L. Pastewka, P. Koskinen,
C. Elsässer, M. Moseler

Physical Review B, Band 80, Seiten 155428-1-155428-16 (2009)

While carbon nanotubes have technological potential as actuators, the underlying actuation mechanisms remain poorly understood. We calculate charge-induced stresses and strains for electrochemical actuation of carbon nanotubes with different chiralities and defects, using density-functional theory and various tight-binding models. For a given deformation mode the concept of bonding and antibonding orbitals can be redefined depending on the sign of a differential band-structure stress. We use this theoretical framework to analyze orbital contributions to the actuation. These show charge asymmetric behavior which is due to next-nearest-neighbor hopping while Coulombic contributions account for approximately charge-symmetric isotropic deformations.

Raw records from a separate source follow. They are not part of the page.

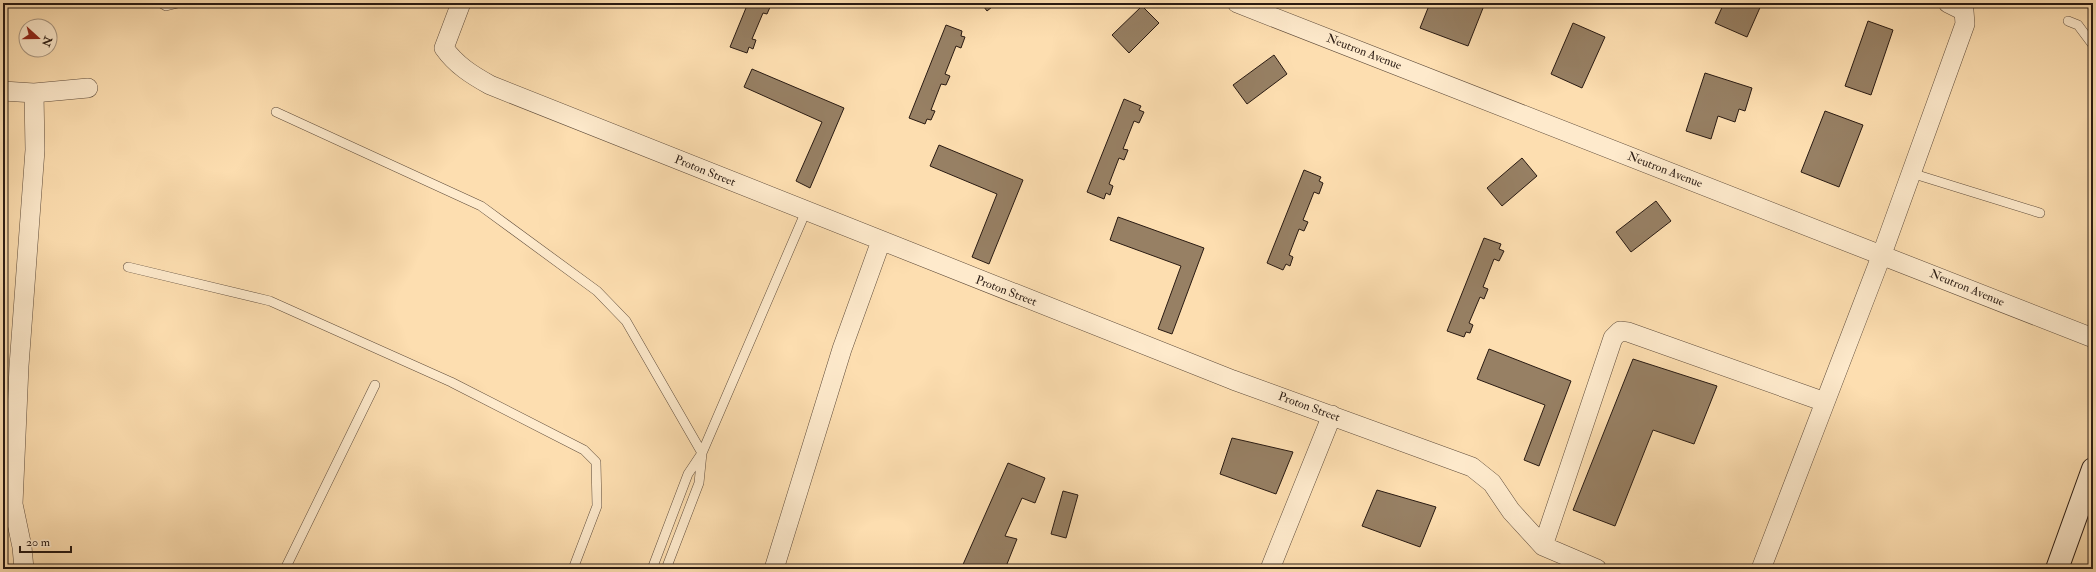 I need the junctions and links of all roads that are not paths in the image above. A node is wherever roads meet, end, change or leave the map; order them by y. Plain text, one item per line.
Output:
1 (161, 3) edge
2 (178, 3) edge
3 (461, 3) edge
4 (1237, 3) edge
5 (1948, 3) edge
6 (2068, 20) dead end
7 (2093, 45) edge
8 (88, 88) dead end
9 (3, 92) edge
10 (34, 94) junction
11 (276, 112) dead end
12 (1911, 173) junction
13 (806, 211) junction
14 (2040, 213) dead end
15 (881, 241) junction
16 (1882, 254) junction
17 (128, 267) dead end
18 (2093, 338) edge
19 (375, 385) dead end
20 (1825, 402) junction
21 (1332, 415) junction
22 (702, 453) junction
23 (2093, 469) edge
24 (670, 520) junction
25 (682, 525) junction
26 (1543, 546) junction
27 (24, 569) edge
28 (285, 569) edge
29 (573, 569) edge
30 (652, 569) edge
31 (666, 569) edge
32 (774, 569) edge
33 (1270, 569) edge
34 (1597, 569) edge
35 (1761, 569) edge
36 (2057, 569) edge

1 - 2 lane
3 - 13 street, Proton Street
4 - 16 street, Neutron Avenue
5 - 12 street
6 - 7 lane
8 - 10 street
9 - 10 street
10 - 27 street
11 - 22 lane
12 - 14 lane
12 - 16 street
13 - 15 street, Proton Street
13 - 22 lane
15 - 21 street, Proton Street
15 - 32 street
16 - 18 street, Neutron Avenue
16 - 20 street
17 - 29 lane
19 - 28 lane
20 - 26 street
20 - 35 street
21 - 26 street, Proton Street
21 - 33 street
22 - 24 lane
22 - 25 lane
23 - 36 main road
24 - 25 lane
24 - 30 lane
25 - 31 lane
26 - 34 street, Proton Street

In the typical case of a (10,10) tube strains around 0.1% with 1 nN force along the tube axis are obtained. Defects and functional groups have negligible influence on the actuation. In multiwall tubes we find charge inversion on the inner tubes due to Friedel-type oscillations which could lead to a slight magnification of charge-induced strains. Finally, we consider photoactuation of nanotubes and predict that transitions between van-Hove singularities can be expected to expand the tubes.